**Task:**
Produce an exact copy of the data below.
Source material below:
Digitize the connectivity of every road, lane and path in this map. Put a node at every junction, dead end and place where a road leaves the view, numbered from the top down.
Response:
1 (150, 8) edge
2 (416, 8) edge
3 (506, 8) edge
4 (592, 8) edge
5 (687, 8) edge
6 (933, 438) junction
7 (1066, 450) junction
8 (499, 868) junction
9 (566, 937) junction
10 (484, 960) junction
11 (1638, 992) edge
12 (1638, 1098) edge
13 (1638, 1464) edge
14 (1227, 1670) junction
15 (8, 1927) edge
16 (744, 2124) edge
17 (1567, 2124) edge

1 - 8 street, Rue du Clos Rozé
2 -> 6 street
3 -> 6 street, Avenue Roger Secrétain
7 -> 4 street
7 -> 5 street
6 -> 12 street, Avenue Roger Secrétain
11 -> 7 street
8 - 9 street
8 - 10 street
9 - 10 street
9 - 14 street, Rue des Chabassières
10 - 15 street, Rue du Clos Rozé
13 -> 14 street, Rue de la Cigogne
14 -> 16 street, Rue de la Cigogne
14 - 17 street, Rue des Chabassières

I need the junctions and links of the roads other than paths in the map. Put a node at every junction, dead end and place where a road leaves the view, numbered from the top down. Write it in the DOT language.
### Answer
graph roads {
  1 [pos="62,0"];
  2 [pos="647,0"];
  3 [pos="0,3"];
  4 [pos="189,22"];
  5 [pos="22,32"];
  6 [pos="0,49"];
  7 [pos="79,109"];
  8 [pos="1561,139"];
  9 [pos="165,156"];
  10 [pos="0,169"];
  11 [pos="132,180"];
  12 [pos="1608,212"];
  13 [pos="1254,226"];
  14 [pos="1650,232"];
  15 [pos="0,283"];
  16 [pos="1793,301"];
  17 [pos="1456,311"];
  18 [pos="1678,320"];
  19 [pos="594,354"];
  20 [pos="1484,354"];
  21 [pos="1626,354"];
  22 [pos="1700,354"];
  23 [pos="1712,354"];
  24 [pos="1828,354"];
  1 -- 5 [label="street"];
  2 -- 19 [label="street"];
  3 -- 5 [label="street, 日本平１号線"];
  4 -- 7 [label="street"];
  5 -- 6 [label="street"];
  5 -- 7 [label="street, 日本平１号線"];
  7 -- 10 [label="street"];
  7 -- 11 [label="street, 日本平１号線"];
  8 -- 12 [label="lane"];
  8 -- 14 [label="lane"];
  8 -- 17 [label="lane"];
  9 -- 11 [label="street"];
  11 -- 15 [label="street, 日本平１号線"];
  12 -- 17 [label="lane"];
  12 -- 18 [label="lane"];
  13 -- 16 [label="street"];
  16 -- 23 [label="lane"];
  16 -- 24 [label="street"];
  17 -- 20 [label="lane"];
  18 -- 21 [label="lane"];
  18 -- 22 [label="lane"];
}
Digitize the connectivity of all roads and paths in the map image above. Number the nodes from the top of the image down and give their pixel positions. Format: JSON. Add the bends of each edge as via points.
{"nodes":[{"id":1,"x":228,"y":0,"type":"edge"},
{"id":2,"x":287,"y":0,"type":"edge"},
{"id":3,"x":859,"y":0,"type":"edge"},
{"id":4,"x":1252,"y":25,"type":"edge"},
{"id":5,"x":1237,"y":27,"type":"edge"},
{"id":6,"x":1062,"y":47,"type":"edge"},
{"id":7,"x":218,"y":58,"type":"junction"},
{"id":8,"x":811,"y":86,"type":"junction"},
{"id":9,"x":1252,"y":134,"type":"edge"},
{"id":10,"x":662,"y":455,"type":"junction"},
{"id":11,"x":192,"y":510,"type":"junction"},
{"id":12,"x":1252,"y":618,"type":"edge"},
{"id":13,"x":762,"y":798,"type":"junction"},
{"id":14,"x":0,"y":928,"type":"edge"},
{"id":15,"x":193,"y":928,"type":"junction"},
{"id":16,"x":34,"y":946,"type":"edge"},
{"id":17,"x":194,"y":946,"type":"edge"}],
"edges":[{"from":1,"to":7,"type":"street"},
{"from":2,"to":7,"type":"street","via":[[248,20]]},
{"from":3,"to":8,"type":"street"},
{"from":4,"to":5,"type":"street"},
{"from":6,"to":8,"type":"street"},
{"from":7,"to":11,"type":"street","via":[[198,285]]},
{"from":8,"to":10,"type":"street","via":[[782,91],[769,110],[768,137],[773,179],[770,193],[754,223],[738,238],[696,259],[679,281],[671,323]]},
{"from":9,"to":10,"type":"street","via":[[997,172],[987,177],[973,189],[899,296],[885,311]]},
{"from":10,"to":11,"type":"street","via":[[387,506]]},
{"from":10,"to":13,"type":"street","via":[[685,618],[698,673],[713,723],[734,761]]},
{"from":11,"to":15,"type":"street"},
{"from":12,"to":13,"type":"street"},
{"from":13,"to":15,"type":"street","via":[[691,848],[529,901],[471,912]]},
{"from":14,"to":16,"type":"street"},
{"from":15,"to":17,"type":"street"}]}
End of Source material.
**Answer space:**
Digitize the connectivity of every road, lane and path in this map. Put a node at every junction, dead end and place where a road leaves the view, numbered from the top down.
Response:
1 (150, 8) edge
2 (416, 8) edge
3 (506, 8) edge
4 (592, 8) edge
5 (687, 8) edge
6 (933, 438) junction
7 (1066, 450) junction
8 (499, 868) junction
9 (566, 937) junction
10 (484, 960) junction
11 (1638, 992) edge
12 (1638, 1098) edge
13 (1638, 1464) edge
14 (1227, 1670) junction
15 (8, 1927) edge
16 (744, 2124) edge
17 (1567, 2124) edge

1 - 8 street, Rue du Clos Rozé
2 -> 6 street
3 -> 6 street, Avenue Roger Secrétain
7 -> 4 street
7 -> 5 street
6 -> 12 street, Avenue Roger Secrétain
11 -> 7 street
8 - 9 street
8 - 10 street
9 - 10 street
9 - 14 street, Rue des Chabassières
10 - 15 street, Rue du Clos Rozé
13 -> 14 street, Rue de la Cigogne
14 -> 16 street, Rue de la Cigogne
14 - 17 street, Rue des Chabassières

I need the junctions and links of the roads other than paths in the map. Put a node at every junction, dead end and place where a road leaves the view, numbered from the top down. Write it in the DOT language.
### Answer
graph roads {
  1 [pos="62,0"];
  2 [pos="647,0"];
  3 [pos="0,3"];
  4 [pos="189,22"];
  5 [pos="22,32"];
  6 [pos="0,49"];
  7 [pos="79,109"];
  8 [pos="1561,139"];
  9 [pos="165,156"];
  10 [pos="0,169"];
  11 [pos="132,180"];
  12 [pos="1608,212"];
  13 [pos="1254,226"];
  14 [pos="1650,232"];
  15 [pos="0,283"];
  16 [pos="1793,301"];
  17 [pos="1456,311"];
  18 [pos="1678,320"];
  19 [pos="594,354"];
  20 [pos="1484,354"];
  21 [pos="1626,354"];
  22 [pos="1700,354"];
  23 [pos="1712,354"];
  24 [pos="1828,354"];
  1 -- 5 [label="street"];
  2 -- 19 [label="street"];
  3 -- 5 [label="street, 日本平１号線"];
  4 -- 7 [label="street"];
  5 -- 6 [label="street"];
  5 -- 7 [label="street, 日本平１号線"];
  7 -- 10 [label="street"];
  7 -- 11 [label="street, 日本平１号線"];
  8 -- 12 [label="lane"];
  8 -- 14 [label="lane"];
  8 -- 17 [label="lane"];
  9 -- 11 [label="street"];
  11 -- 15 [label="street, 日本平１号線"];
  12 -- 17 [label="lane"];
  12 -- 18 [label="lane"];
  13 -- 16 [label="street"];
  16 -- 23 [label="lane"];
  16 -- 24 [label="street"];
  17 -- 20 [label="lane"];
  18 -- 21 [label="lane"];
  18 -- 22 [label="lane"];
}
Digitize the connectivity of all roads and paths in the map image above. Number the nodes from the top of the image down and give their pixel positions. Format: JSON. Add the bends of each edge as via points.
{"nodes":[{"id":1,"x":228,"y":0,"type":"edge"},
{"id":2,"x":287,"y":0,"type":"edge"},
{"id":3,"x":859,"y":0,"type":"edge"},
{"id":4,"x":1252,"y":25,"type":"edge"},
{"id":5,"x":1237,"y":27,"type":"edge"},
{"id":6,"x":1062,"y":47,"type":"edge"},
{"id":7,"x":218,"y":58,"type":"junction"},
{"id":8,"x":811,"y":86,"type":"junction"},
{"id":9,"x":1252,"y":134,"type":"edge"},
{"id":10,"x":662,"y":455,"type":"junction"},
{"id":11,"x":192,"y":510,"type":"junction"},
{"id":12,"x":1252,"y":618,"type":"edge"},
{"id":13,"x":762,"y":798,"type":"junction"},
{"id":14,"x":0,"y":928,"type":"edge"},
{"id":15,"x":193,"y":928,"type":"junction"},
{"id":16,"x":34,"y":946,"type":"edge"},
{"id":17,"x":194,"y":946,"type":"edge"}],
"edges":[{"from":1,"to":7,"type":"street"},
{"from":2,"to":7,"type":"street","via":[[248,20]]},
{"from":3,"to":8,"type":"street"},
{"from":4,"to":5,"type":"street"},
{"from":6,"to":8,"type":"street"},
{"from":7,"to":11,"type":"street","via":[[198,285]]},
{"from":8,"to":10,"type":"street","via":[[782,91],[769,110],[768,137],[773,179],[770,193],[754,223],[738,238],[696,259],[679,281],[671,323]]},
{"from":9,"to":10,"type":"street","via":[[997,172],[987,177],[973,189],[899,296],[885,311]]},
{"from":10,"to":11,"type":"street","via":[[387,506]]},
{"from":10,"to":13,"type":"street","via":[[685,618],[698,673],[713,723],[734,761]]},
{"from":11,"to":15,"type":"street"},
{"from":12,"to":13,"type":"street"},
{"from":13,"to":15,"type":"street","via":[[691,848],[529,901],[471,912]]},
{"from":14,"to":16,"type":"street"},
{"from":15,"to":17,"type":"street"}]}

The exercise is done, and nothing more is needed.